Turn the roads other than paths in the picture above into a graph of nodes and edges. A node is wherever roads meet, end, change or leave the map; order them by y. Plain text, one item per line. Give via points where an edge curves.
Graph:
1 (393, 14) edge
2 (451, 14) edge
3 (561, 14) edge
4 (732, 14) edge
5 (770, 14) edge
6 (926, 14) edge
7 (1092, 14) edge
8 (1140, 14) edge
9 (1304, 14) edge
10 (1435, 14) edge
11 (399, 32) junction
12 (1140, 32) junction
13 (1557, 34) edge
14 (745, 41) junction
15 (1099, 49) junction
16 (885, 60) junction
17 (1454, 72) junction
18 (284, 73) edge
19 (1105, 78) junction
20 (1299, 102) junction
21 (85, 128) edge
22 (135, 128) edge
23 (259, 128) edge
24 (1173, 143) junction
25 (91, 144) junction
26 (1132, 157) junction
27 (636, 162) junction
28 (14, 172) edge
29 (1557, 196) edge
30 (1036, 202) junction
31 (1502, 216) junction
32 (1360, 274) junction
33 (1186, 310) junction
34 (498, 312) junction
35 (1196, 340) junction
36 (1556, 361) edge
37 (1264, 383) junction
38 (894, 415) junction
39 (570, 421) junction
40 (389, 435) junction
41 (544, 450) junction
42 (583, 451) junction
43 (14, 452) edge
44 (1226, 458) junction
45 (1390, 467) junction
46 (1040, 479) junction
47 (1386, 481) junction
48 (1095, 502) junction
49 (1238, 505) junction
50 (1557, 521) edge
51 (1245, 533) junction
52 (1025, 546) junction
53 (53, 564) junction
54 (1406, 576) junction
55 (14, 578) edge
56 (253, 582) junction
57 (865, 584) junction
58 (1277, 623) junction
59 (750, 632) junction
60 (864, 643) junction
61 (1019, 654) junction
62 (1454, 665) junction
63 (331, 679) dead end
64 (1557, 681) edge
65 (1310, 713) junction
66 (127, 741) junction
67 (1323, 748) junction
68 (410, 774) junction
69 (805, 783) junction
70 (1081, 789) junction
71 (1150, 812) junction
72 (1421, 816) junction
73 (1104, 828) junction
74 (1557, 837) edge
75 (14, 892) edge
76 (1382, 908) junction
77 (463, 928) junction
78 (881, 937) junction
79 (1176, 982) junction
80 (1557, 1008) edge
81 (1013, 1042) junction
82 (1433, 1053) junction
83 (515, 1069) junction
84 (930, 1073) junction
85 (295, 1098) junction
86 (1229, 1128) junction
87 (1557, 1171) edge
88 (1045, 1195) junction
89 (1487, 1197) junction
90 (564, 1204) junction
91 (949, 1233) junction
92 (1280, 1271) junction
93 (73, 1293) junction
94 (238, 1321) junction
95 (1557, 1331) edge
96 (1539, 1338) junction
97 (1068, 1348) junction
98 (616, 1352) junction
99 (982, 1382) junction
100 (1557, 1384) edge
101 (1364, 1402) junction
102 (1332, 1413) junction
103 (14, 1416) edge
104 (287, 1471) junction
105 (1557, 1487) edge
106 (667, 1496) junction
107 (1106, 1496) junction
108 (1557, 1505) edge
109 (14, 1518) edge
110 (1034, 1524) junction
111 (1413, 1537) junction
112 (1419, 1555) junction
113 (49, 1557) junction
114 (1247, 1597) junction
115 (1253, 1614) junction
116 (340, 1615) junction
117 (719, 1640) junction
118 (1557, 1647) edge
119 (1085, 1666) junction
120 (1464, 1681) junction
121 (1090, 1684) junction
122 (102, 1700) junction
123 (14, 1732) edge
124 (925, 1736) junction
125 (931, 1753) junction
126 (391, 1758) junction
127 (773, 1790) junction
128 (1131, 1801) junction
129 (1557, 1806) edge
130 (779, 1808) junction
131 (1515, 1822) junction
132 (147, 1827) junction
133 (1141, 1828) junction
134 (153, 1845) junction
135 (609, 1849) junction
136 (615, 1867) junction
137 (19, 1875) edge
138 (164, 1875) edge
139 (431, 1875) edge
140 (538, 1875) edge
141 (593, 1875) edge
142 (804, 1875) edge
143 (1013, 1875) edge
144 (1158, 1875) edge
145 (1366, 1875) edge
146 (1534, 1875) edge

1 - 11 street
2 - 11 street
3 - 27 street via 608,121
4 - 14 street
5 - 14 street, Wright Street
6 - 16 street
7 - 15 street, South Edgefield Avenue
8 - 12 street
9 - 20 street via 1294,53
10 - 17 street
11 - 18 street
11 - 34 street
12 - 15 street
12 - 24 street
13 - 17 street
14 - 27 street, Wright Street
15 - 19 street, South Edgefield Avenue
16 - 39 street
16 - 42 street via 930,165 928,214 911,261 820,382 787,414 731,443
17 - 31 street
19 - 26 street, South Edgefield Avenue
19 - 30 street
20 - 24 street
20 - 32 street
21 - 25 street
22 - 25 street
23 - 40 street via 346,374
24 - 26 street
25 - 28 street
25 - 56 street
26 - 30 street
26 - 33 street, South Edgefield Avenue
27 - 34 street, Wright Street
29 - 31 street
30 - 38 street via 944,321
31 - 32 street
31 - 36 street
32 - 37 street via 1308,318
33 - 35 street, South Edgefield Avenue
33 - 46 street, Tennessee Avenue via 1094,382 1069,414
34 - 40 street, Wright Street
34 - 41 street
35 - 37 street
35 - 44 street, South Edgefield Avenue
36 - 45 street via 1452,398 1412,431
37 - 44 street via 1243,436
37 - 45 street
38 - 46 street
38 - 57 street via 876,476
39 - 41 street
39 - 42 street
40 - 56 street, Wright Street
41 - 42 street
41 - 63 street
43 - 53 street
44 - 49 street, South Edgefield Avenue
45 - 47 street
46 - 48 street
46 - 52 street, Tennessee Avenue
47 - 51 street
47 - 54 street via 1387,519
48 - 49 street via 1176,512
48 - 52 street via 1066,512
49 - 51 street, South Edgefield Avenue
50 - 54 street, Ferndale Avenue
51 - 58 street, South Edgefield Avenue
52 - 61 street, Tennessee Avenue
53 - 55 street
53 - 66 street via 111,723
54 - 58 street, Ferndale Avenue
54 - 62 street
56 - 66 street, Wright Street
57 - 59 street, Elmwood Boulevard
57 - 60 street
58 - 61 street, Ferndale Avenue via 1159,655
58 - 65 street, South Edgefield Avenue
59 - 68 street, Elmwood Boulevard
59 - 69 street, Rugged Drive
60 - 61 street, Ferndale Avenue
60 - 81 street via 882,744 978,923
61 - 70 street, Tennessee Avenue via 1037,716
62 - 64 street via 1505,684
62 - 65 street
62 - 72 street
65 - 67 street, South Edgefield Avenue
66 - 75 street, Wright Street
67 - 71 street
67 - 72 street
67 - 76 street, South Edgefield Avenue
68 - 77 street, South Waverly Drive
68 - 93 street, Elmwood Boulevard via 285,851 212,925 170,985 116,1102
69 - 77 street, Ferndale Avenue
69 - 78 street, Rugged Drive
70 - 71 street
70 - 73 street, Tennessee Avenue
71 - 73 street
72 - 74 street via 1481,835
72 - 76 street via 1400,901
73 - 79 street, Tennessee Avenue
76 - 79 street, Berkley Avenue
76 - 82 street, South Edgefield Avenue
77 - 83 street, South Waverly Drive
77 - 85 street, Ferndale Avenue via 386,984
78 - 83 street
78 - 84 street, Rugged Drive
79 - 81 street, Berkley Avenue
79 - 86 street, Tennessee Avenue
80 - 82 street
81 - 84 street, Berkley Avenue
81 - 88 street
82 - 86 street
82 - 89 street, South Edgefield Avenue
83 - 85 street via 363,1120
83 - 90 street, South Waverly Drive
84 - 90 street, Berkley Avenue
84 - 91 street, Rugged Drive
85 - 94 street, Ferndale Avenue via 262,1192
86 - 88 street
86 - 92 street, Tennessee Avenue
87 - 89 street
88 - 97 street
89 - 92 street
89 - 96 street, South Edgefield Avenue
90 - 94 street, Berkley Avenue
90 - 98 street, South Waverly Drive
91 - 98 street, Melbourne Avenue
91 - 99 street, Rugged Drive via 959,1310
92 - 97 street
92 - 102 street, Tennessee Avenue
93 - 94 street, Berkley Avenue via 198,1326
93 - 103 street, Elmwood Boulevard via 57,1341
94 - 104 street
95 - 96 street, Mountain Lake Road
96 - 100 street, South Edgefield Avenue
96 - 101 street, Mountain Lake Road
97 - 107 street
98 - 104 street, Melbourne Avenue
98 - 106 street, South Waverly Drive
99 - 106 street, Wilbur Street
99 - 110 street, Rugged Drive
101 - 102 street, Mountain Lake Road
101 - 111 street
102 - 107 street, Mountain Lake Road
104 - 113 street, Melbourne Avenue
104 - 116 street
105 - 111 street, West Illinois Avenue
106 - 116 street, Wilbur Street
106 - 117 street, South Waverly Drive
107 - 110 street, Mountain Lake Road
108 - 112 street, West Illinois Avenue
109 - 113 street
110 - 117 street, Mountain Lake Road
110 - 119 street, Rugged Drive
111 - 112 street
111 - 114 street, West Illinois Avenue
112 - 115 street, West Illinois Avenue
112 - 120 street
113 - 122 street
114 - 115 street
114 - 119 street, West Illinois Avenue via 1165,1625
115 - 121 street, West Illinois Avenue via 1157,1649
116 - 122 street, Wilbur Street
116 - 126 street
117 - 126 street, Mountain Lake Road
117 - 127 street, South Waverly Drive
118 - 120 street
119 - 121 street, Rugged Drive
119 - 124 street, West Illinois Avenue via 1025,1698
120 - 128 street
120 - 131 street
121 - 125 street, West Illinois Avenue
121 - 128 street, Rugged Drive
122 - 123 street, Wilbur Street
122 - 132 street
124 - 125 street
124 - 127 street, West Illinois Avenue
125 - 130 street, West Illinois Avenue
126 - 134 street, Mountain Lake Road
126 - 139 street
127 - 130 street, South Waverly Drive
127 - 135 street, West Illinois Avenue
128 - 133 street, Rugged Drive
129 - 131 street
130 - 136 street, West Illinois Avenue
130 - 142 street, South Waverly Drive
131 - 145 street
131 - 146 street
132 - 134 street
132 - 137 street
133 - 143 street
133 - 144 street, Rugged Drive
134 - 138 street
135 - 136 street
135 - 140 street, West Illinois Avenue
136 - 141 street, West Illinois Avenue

**Assigned task**
Going through the entries above, count each line that has the word "Berkley" and report only the count.

**Exercise answer**
6